Prospects played a central role in this trade deadline, and it’s now clearer than ever that outside of Triston Casas and Jarren Duran, the Red Sox still don’t really have any worth discussing in deals for high-end talent. The Blue Jays began the day with seven of Baseball America’s top 100 prospects and were able to turn two of them — including the No. 12 overall, shortstop Austin Martin — into Berrios, a right-hander who had already made two All-Star teams by age 25.
The White Sox, meanwhile, have been building their farm for years and were able to turn second baseman Nick Madrigal — a Dustin Pedroia clone who has hit .317 in parts of two seasons — into Kimbrel. Even if some of us remain skeptical of Kimbrel’s reliability on the big stage, there’s no question that he’s in the midst of a monster season, and he joins a White Sox bullpen that already includes All-Star and AL saves leader Liam Hendriks, as well as flame-throwing former Red Sox prospect Michael Kopech.

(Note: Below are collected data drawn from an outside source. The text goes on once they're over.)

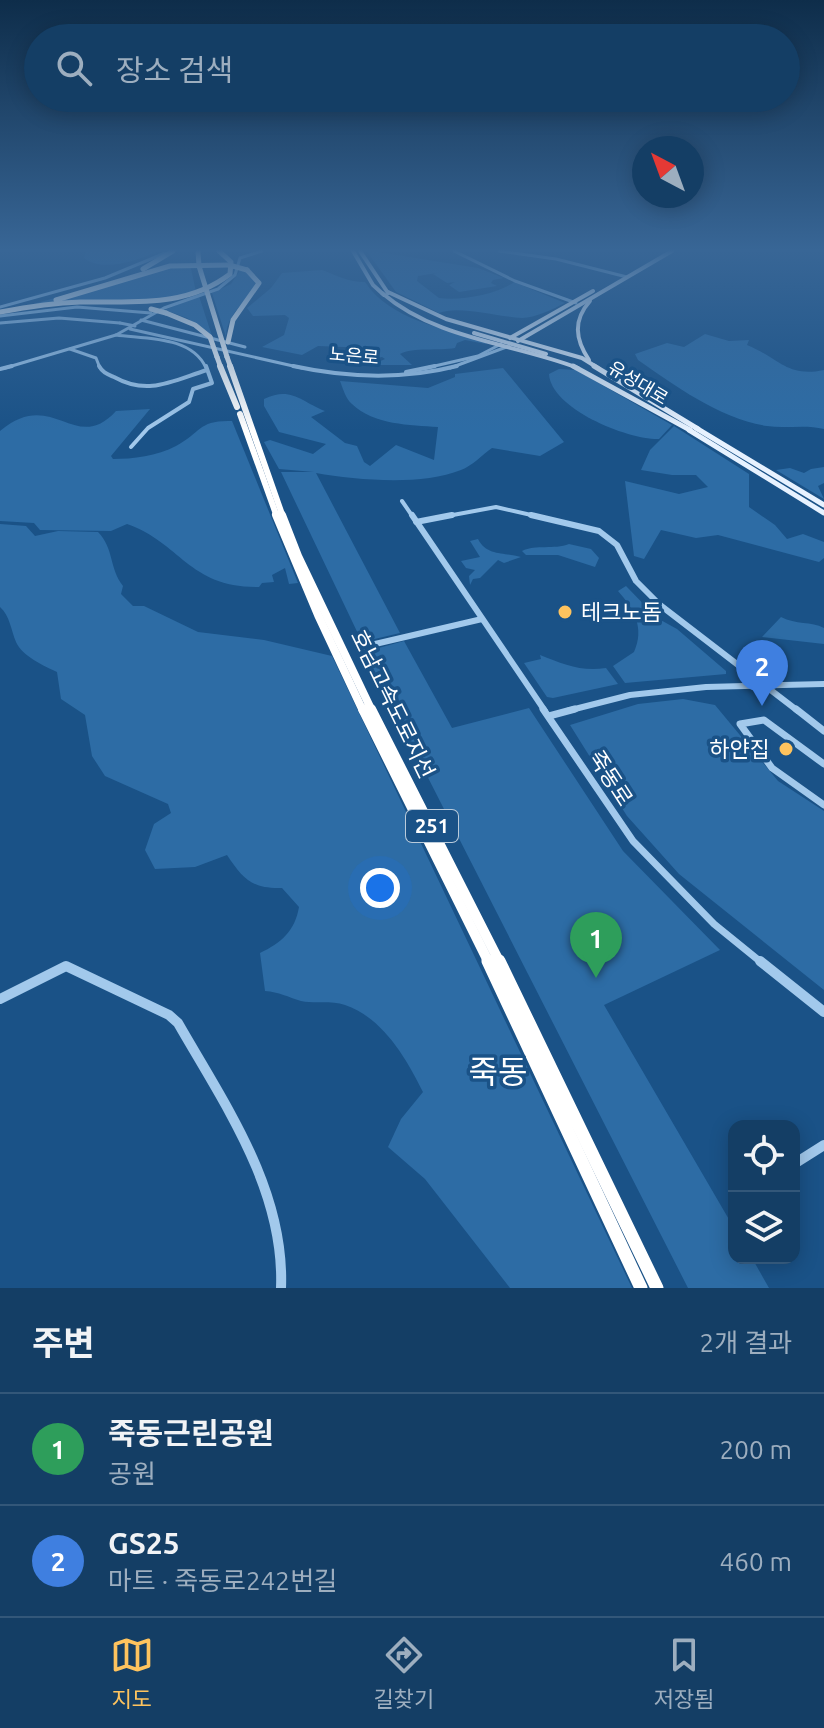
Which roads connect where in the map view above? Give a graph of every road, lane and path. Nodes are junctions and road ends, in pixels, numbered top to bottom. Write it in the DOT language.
graph roads {
  1 [pos="25,311"];
  2 [pos="38,311"];
  3 [pos="152,311"];
  4 [pos="211,311"];
  5 [pos="237,311"];
  6 [pos="406,311"];
  7 [pos="413,311"];
  8 [pos="424,311"];
  9 [pos="561,311"];
  10 [pos="564,311"];
  11 [pos="580,311"];
  12 [pos="1,315"];
  13 [pos="141,320"];
  14 [pos="118,324"];
  15 [pos="133,328"];
  16 [pos="116,335"];
  17 [pos="512,337"];
  18 [pos="520,340"];
  19 [pos="501,344"];
  20 [pos="509,346"];
  21 [pos="245,347"];
  22 [pos="69,348"];
  23 [pos="226,351"];
  24 [pos="548,353"];
  25 [pos="591,362"];
  26 [pos="0,369"];
  27 [pos="207,370"];
  28 [pos="240,406"];
  29 [pos="698,429"];
  30 [pos="690,430"];
  31 [pos="131,447"];
  32 [pos="402,501"];
  33 [pos="824,505"];
  34 [pos="824,513"];
  35 [pos="416,522"];
  36 [pos="482,619"];
  37 [pos="358,648"];
  38 [pos="824,684"];
  39 [pos="765,687"];
  40 [pos="549,716"];
  41 [pos="824,731"];
  42 [pos="824,764"];
  43 [pos="824,805"];
  44 [pos="0,999"];
  45 [pos="824,1012"];
  46 [pos="823,1147"];
  47 [pos="800,1160"];
  48 [pos="281,1288"];
  49 [pos="641,1288"];
  50 [pos="657,1288"];
  1 -- 12 [label="highway"];
  2 -- 12 [label="street"];
  3 -- 13 [label="street"];
  3 -- 23 [label="highway, bridge"];
  4 -- 23 [label="highway, 호남고속도로지선 / 251, bridge"];
  5 -- 23 [label="highway, bridge"];
  6 -- 19 [label="main road"];
  7 -- 24 [label="main road, 유성대로, bridge"];
  8 -- 17 [label="main road"];
  9 -- 17 [label="main road, 노은로"];
  10 -- 18 [label="main road"];
  11 -- 25 [label="main road"];
  12 -- 14 [label="street, 노은로"];
  12 -- 14 [label="street, 노은로"];
  13 -- 16 [label="street"];
  13 -- 23 [label="street"];
  14 -- 15 [label="street, 노은로, bridge"];
  15 -- 20 [label="street, 노은로"];
  15 -- 23 [label="street, 노은로"];
  16 -- 22 [label="street"];
  16 -- 27 [label="street"];
  17 -- 18 [label="main road"];
  17 -- 19 [label="main road, 노은로"];
  18 -- 20 [label="main road"];
  18 -- 25 [label="main road"];
  19 -- 20 [label="main road"];
  19 -- 23 [label="street, 노은로"];
  20 -- 30 [label="main road"];
  21 -- 23 [label="street"];
  22 -- 26 [label="street"];
  22 -- 27 [label="street"];
  23 -- 28 [label="highway, 호남고속도로지선 / 251"];
  24 -- 29 [label="main road, 유성대로"];
  24 -- 30 [label="main road, 유성대로"];
  25 -- 29 [label="main road"];
  27 -- 31 [label="street"];
  28 -- 49 [label="highway, 호남고속도로지선 / 251"];
  28 -- 50 [label="highway, 호남고속도로지선 / 251"];
  29 -- 33 [label="main road, 유성대로"];
  30 -- 34 [label="main road, 유성대로"];
  32 -- 35 [label="street, 죽동로"];
  35 -- 36 [label="street, 죽동로"];
  35 -- 39 [label="street"];
  36 -- 37 [label="street"];
  36 -- 40 [label="street, 죽동로"];
  38 -- 39 [label="street"];
  39 -- 40 [label="street"];
  39 -- 41 [label="street"];
  40 -- 45 [label="street, 죽동로"];
  42 -- 43 [label="street"];
  44 -- 48 [label="street"];
  46 -- 47 [label="street"];
}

That’s called turning a considerable strength into an obscene one, and we can be forgiven for thinking Bloom might’ve had something similar up his sleeve. Instead, the Red Sox will ride the horses that got them here.
In fairness, that’s pretty far. They remain one of the best teams in baseball, and it’s possible that we’ll look back at July of 2021 as the moment when they added an impact slugger while awaiting the return of their ace left-hander and that all eventually proved right with their world.
But right now, it’s hard not to feel like they’re limping along at 25 mph on the Autobahn, craning their necks at rivals that just whizzed by in a blur.